Another interesting stop is Taquile Islands, home to a community famed for their fine weaved and knitted handicrafts protected by UNESCO. It’s also a beautiful island to wander through, typically led by one of the 2,000 villagers who live there.

Taquile-man-woman-knits

Taquile, the men knit and the women weave. Photo by Lorna Mitchell

Bolivian Side of Lake Titicaca

On the Bolivian side, the most important of the islands is the Island of the Sun. Accessibly by boat from the mainland town of Copacabana, this is the largest of the 41 islands on Lake Titicaca. In Incan mythology, this was the home of the god Inti, so it’s sacred to many. To the north of the island is the village of Challapampa, those main attraction is the Museo del Oro (Museum of Gold) which interestingly doesn’t contain any gold. Tickets for the museum must be bought in order to see the nearby Chinkana ruins, a labyrinth of mazes used by Incan priests. There is also a beautiful viewpoint overlooking the site to watch the famous sunset and sunrise. There are few accommodation options on the island, but the best is the Ecolodge La Estancia. To reach the lodge, guides will take you on a beautiful hike across the island.

Island of the Sun

A visit to the Island of the Sun is usually combined with the Island of the Moon. In Incan mythology, it was here that the Inca goddess Mama Quila lived. The Aymara culture were one of the first groups to set up home on the island, but during the Inca Empire, women called Virgins of the Sun lived a holy life here, weaving textiles from alpaca wool.

Lake Titicaca Festivals

There are several festivals on Lake Titicaca throughout the year. The most famous is held on the 18th January when the local communities dress in traditional garb and descend the two mountains of Paccha Mama and Paccha Tata to offer food and drink to the earth. Like most of Latin America, Easter is also an important date in the calendar. The week-long celebration best seen in Puno is full of parades, singing, dancing and food. A procession through the candle lit streets is simply beautiful.

Getting to Lake Titicaca

There are several ways to reach Lake Titicaca. If you are in Peru, you have three main options. The first is taking the bus or train from Cuzco to Puno, the main city on the edge of the lake. Both journeys take most of the day. Though the bus is cheaper, the Andean Explorer train is a wonderful experience taking guests through the high altiplano, past herds of alpaca, guanacos and llama and includes an observation deck and a three-course meal. Another option is to take a bus or small group tour from Arequipa. The advantage here is being able to stop for the night in Colca and spend the morning down at Colca Canyon (deeper than the Grand Canyon in the USA) watching the condors glide above and below you. For those with little time, it’s possible to fly into the larger city of Juliaca and take a taxi or bus for an hour down to Puno.

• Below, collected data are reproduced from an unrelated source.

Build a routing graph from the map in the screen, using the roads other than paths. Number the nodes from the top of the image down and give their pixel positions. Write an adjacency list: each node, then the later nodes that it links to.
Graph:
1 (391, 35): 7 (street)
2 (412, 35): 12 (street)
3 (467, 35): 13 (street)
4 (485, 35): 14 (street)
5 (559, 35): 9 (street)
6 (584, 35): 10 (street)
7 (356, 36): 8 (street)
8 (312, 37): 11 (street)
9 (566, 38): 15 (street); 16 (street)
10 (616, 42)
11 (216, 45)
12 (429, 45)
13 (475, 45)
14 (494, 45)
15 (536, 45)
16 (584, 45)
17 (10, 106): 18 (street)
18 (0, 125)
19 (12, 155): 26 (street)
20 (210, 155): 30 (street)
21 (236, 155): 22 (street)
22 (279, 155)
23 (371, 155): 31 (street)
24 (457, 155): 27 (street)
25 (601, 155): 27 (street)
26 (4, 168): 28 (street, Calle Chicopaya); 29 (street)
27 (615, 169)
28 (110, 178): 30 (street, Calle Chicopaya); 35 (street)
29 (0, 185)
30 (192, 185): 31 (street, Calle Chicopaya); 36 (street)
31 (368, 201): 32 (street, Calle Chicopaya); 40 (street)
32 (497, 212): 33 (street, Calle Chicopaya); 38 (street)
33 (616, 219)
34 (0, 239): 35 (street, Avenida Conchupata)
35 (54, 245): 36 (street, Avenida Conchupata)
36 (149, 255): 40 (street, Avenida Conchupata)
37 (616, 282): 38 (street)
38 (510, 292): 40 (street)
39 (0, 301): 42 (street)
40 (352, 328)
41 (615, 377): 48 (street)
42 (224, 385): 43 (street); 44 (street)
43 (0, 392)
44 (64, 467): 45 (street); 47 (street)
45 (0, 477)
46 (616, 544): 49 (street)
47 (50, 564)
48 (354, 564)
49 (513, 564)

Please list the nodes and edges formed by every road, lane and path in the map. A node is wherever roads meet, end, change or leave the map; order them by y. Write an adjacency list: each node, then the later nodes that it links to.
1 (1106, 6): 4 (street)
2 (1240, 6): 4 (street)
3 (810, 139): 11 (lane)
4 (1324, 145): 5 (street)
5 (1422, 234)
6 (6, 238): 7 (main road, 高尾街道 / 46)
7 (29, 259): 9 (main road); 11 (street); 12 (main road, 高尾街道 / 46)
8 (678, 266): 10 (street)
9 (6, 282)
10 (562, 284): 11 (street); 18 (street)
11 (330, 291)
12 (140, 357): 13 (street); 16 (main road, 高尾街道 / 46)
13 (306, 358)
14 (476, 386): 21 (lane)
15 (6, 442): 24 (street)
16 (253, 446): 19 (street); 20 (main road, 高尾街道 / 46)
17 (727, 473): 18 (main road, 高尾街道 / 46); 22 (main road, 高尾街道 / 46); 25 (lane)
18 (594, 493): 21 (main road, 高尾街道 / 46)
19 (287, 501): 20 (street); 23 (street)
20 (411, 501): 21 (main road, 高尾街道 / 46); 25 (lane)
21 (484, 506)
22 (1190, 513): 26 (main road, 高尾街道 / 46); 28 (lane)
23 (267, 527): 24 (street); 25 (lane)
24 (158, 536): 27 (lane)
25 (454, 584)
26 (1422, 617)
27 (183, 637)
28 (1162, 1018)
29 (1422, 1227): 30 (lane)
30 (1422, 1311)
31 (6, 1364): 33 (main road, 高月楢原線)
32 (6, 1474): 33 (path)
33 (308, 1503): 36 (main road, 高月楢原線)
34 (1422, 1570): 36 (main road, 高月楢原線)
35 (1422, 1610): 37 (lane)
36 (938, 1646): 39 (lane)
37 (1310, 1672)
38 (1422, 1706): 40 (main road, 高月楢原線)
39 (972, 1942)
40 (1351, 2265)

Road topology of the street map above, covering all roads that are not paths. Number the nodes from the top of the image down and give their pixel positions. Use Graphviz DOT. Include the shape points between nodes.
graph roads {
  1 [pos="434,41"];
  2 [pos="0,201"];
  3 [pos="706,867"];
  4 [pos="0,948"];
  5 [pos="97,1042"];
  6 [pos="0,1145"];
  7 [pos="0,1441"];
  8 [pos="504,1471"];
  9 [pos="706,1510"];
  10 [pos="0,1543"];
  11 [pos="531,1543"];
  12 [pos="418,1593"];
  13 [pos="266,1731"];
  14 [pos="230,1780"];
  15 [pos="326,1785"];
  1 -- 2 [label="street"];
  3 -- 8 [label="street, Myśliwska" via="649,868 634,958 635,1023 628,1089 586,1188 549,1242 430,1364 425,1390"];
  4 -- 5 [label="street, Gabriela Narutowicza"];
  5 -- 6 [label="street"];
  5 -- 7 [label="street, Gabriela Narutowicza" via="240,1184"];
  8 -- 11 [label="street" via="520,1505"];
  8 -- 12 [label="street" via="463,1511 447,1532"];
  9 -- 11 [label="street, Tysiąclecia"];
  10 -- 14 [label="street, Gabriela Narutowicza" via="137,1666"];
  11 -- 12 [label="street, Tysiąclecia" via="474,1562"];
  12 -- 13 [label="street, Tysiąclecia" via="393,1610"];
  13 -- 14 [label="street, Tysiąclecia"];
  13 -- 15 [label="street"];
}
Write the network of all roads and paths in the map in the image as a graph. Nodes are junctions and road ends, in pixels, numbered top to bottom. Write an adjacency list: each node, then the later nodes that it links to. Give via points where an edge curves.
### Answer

boat-bolivia-lake-titicaca

Decorated boat on the Bolivian side of Lake Titicaca. Photo by Hermann Lauscher

From Bolivia, the main access point is the town of Copacabana located on a lake peninsula. It is easy enough to arrange a private driver or take a bus from the capital La Paz, a journey which takes around three to four hours. If you plan to stay in Copacabana, visit the beautiful 17th century cathedral, a fine example of Spanish Moorish architecture. Inside, a statue of La Virgen de Candelaria can be seen and is said to have healing powers.  The Museo del Poncho houses a vast collection of colourful textiles and weavings. Of course, if time permits, it’s best to try and see the lake from both the Peruvian and Bolivian sides. A small road around the islands links both countries and offers lovely views over the islands. Alternatively, you can travel across the lake by boat, stopping at the islands on both sides.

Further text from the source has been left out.